Re: binary search with reference to append
- Posted by jimcbrown (admin) Jun 15, 2014
- 2054 views
Just as I will be very happy when load_map() is fixed.
What makes you think that it is (still) broken? Do you have examples to demonstrate this?
The handling of empty sequences is wrong.
(if you haven't searched you haven't got a position,
This is complicated by the requirement to return a "potential" position for the new item. I'll call this the jaygade point, in honor of the recent work jaygade has done in this area.
I said: if you haven't searched.
1 It is not possible to search an empty sequence.
I disagree. An empty sequence is the fastest to search. Just like searching an empty box.
2 Therefore you can't return a position except one arbitrarily decided.
Agreed. There's no existing position to return.
3 Therefore you should return NOT FOUND/NO POSITION.
Negative numbers are not valid positions. The existing function already conveys this information, one just has to check if the result is <= 0.
But, as per the jaygade point above, it also attempts to return extra information.
setting mid to sp is arbitrary,
Agreed. Thinking it over, for the empty sequence case, the result should always be -1, as any item inserted into an empty sequence will be inserted into the first position. The way the default parameters are set up, this is what actually happens, but it could be made more explicit I suppose.
-1 is as arbitrary as any other value. Consider what the logic may have done. What relation there might be between lo and sp. -1 doesn't work any better than -sp.
It would seem to work best when sp = 1. Anyways, conceded.
Now, if the user specifies an empty sequence and an invalid range (e.g. 5..9) then it gets weirder. I'm still not sure what to do here.

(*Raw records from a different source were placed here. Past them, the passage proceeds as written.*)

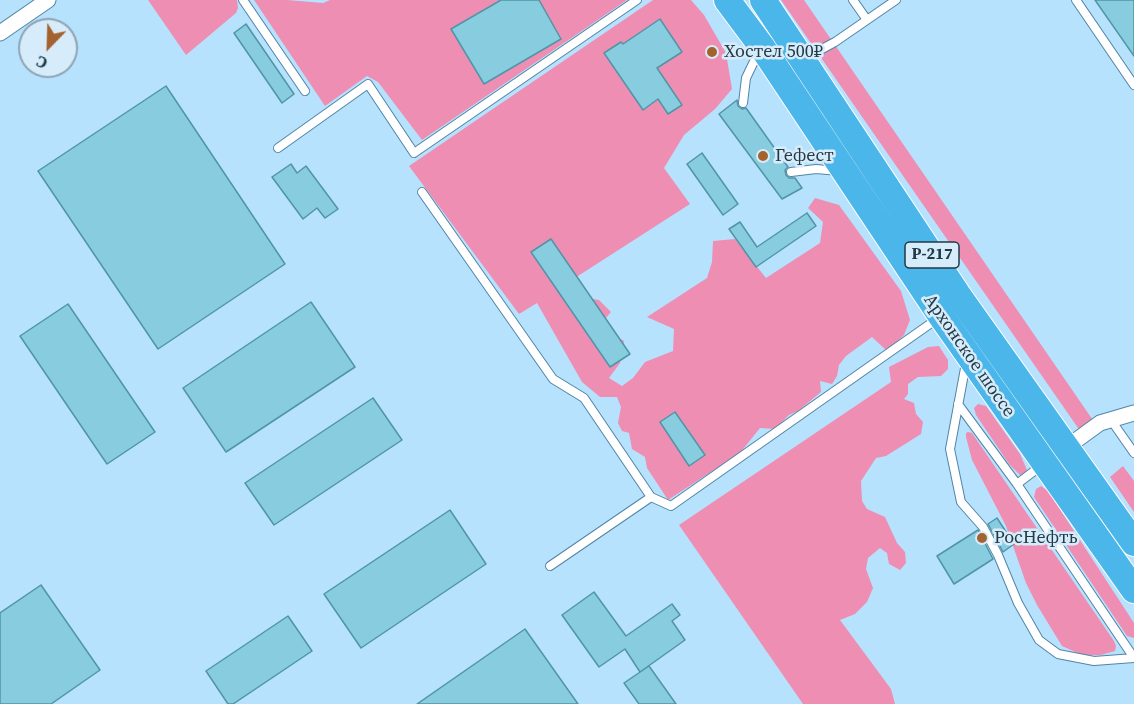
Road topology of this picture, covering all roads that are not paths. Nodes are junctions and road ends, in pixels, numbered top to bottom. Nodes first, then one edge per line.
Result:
1 (48, 0) edge
2 (243, 0) edge
3 (637, 0) edge
4 (727, 0) edge
5 (763, 0) edge
6 (853, 0) edge
7 (896, 0) edge
8 (1076, 0) edge
9 (867, 20) junction
10 (0, 33) edge
11 (762, 47) junction
12 (802, 59) junction
13 (1134, 84) edge
14 (305, 91) dead end
15 (743, 103) dead end
16 (278, 148) dead end
17 (843, 171) junction
18 (791, 172) dead end
19 (423, 192) dead end
20 (941, 316) junction
21 (968, 355) junction
22 (958, 404) junction
23 (1134, 413) edge
24 (1111, 420) junction
25 (1067, 447) junction
26 (1134, 453) edge
27 (1045, 463) junction
28 (1017, 484) junction
29 (651, 497) junction
30 (1134, 543) edge
31 (550, 566) dead end
32 (1134, 590) edge
33 (1134, 658) edge

1 - 10 street
2 - 14 lane
3 - 16 lane
4 - 11 highway, Архонское шоссе / Р-217
5 - 12 highway, Архонское шоссе / Р-217
6 - 9 lane
7 - 9 lane
8 - 13 lane
9 - 12 lane
11 - 15 lane
11 - 17 highway, Архонское шоссе / Р-217
12 - 25 highway, Архонское шоссе / Р-217
17 - 18 lane
17 - 20 highway, Архонское шоссе / Р-217
19 - 29 lane
20 - 21 highway, Архонское шоссе / Р-217
20 - 29 lane
21 - 22 lane
21 - 27 highway, Архонское шоссе / Р-217
22 - 28 lane
22 - 33 lane
23 - 24 street
24 - 25 street
24 - 26 lane
25 - 27 street
25 - 30 highway, Архонское шоссе / Р-217
27 - 28 lane
27 - 32 highway, Архонское шоссе / Р-217
28 - 33 lane
29 - 31 lane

Exactly. Just accept that if you don't know, a library function can't know. Arbitrary decisions are in general wrong. So accept empty sequence or sp > ep => NOT FOUND/NO POSITION
Undecided != Don't know.
A point which you seem to have missed. If an empty sequence is passed to bsearch: besearch does not know anything about the sequence, whether it is the whole thing or a slice.
Irrelevant. bsearch should not care about this.

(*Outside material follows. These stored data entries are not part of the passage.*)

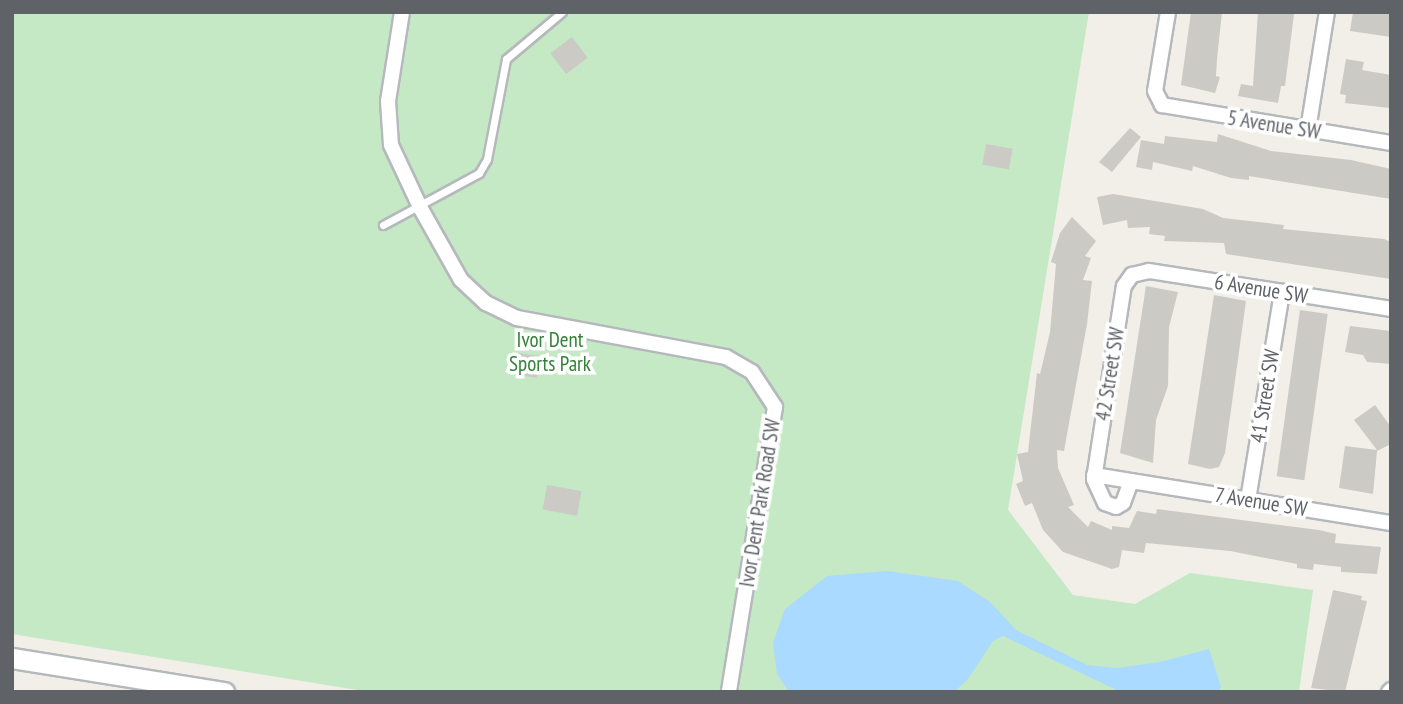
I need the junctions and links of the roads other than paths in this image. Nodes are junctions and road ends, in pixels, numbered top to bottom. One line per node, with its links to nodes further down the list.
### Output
1 (402, 12): 7 (street, Ivor Dent Park Road SW)
2 (562, 12): 7 (lane)
3 (1168, 12): 5 (street, 5 Avenue SW)
4 (1327, 12): 5 (street)
5 (1308, 130): 6 (street, 5 Avenue SW)
6 (1391, 143)
7 (419, 206): 8 (lane); 18 (street, Ivor Dent Park Road SW)
8 (383, 225)
9 (1132, 275): 10 (street, 6 Avenue SW); 12 (street, 42 Street SW)
10 (1282, 292): 11 (street, 6 Avenue SW); 14 (street, 41 Street SW)
11 (1391, 309)
12 (1094, 475): 13 (street, 7 Avenue SW); 13 (street)
13 (1131, 481): 14 (street, 7 Avenue SW)
14 (1248, 500): 15 (street, 7 Avenue SW)
15 (1391, 523)
16 (12, 658): 17 (main road)
17 (224, 692)
18 (729, 692)

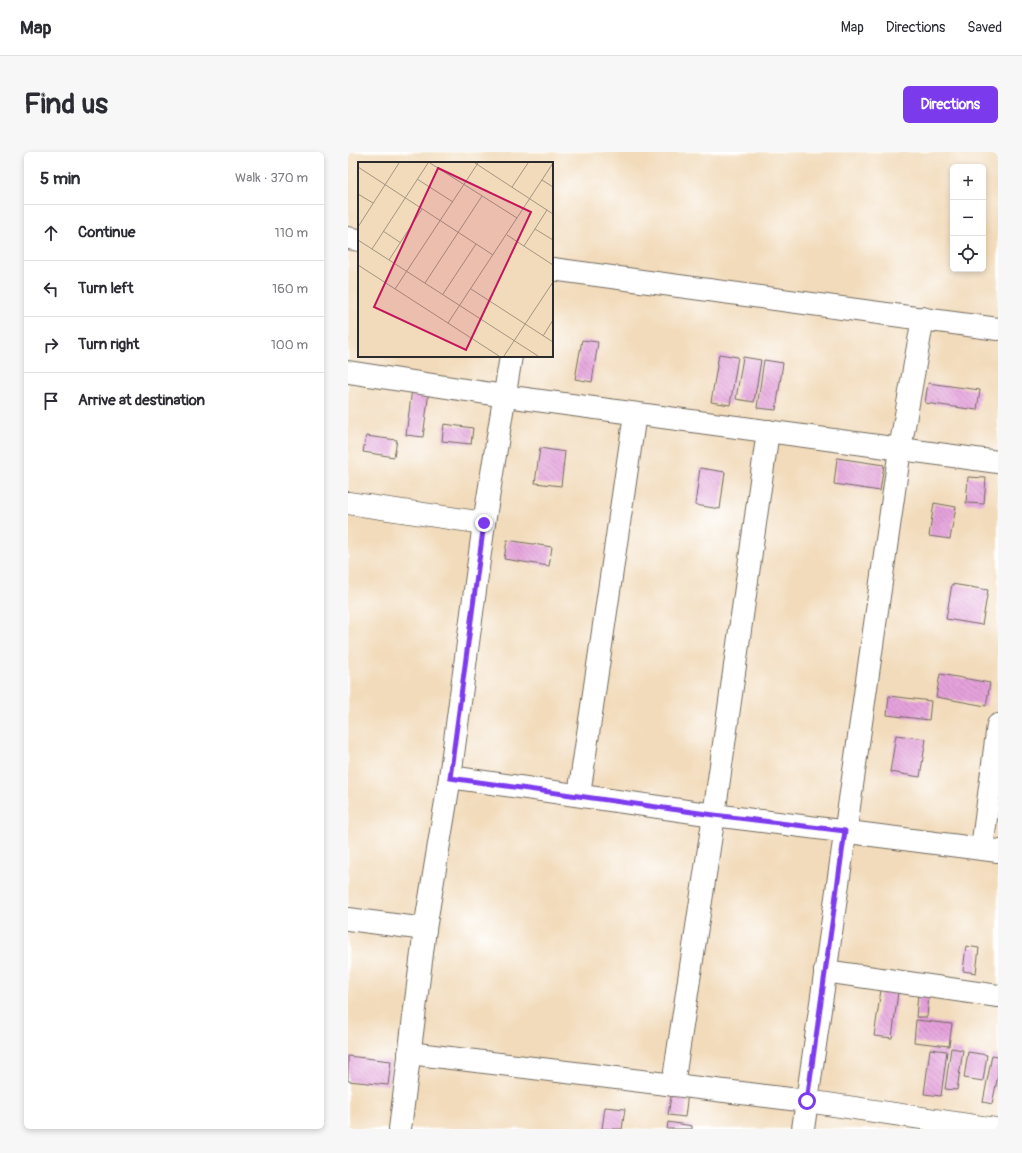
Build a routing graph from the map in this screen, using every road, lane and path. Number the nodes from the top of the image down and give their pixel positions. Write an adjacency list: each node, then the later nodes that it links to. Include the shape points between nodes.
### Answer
1 (348, 238): 2 (street)
2 (358, 240)
3 (553, 269): 4 (street)
4 (922, 318): 5 (street); 11 (street)
5 (998, 328)
6 (511, 357): 8 (street)
7 (348, 372): 8 (street)
8 (505, 396): 9 (street); 14 (street)
9 (635, 414): 10 (street); 17 (street)
10 (768, 431): 11 (street); 18 (street)
11 (900, 449): 12 (street); 19 (street)
12 (998, 462)
13 (348, 502): 14 (street)
14 (484, 523): 16 (street)
15 (998, 725): 20 (street)
16 (450, 778): 17 (street); 22 (street)
17 (579, 795): 18 (street)
18 (714, 815): 19 (street); 26 (street)
19 (845, 831): 20 (street); 23 (street)
20 (990, 850)
21 (348, 919): 22 (street)
22 (425, 929): 25 (street)
23 (825, 971): 24 (street); 27 (street)
24 (998, 996)
25 (409, 1052): 26 (street); 28 (street)
26 (673, 1085): 27 (street)
27 (807, 1101): 29 (street); 30 (street)
28 (400, 1129)
29 (803, 1129)
30 (995, 1129)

If sp and ep have values bsearch cannot know anything about those values except in relation to the (empty) sequence and each other.
Agreed ... but what of it?
The principles of design involved are:
caller contracts to provide valid input.
called contracts to provide valid output for valid input.
GIGO?
[quote gimlet] No. Design by contract
If the called function can return bad output for bad inputs, then the called function should be responsible for checking those conditions.
No. that is in contradiction of
the caller should check the inputs.
The called function is at liberty to
plough ahead or whatever.
Sounds like GIGO.
Design by contract
No. Under design by contract, the called function should be checking those conditions using an assertion an throwing an error or something if they aren't validated.
Quoting wikipedia:
Many programming languages have facilities to make assertions like these. However, DbC considers these contracts to be so crucial to software correctness that they should be part of the design process. In effect, DbC advocates writing the assertions first.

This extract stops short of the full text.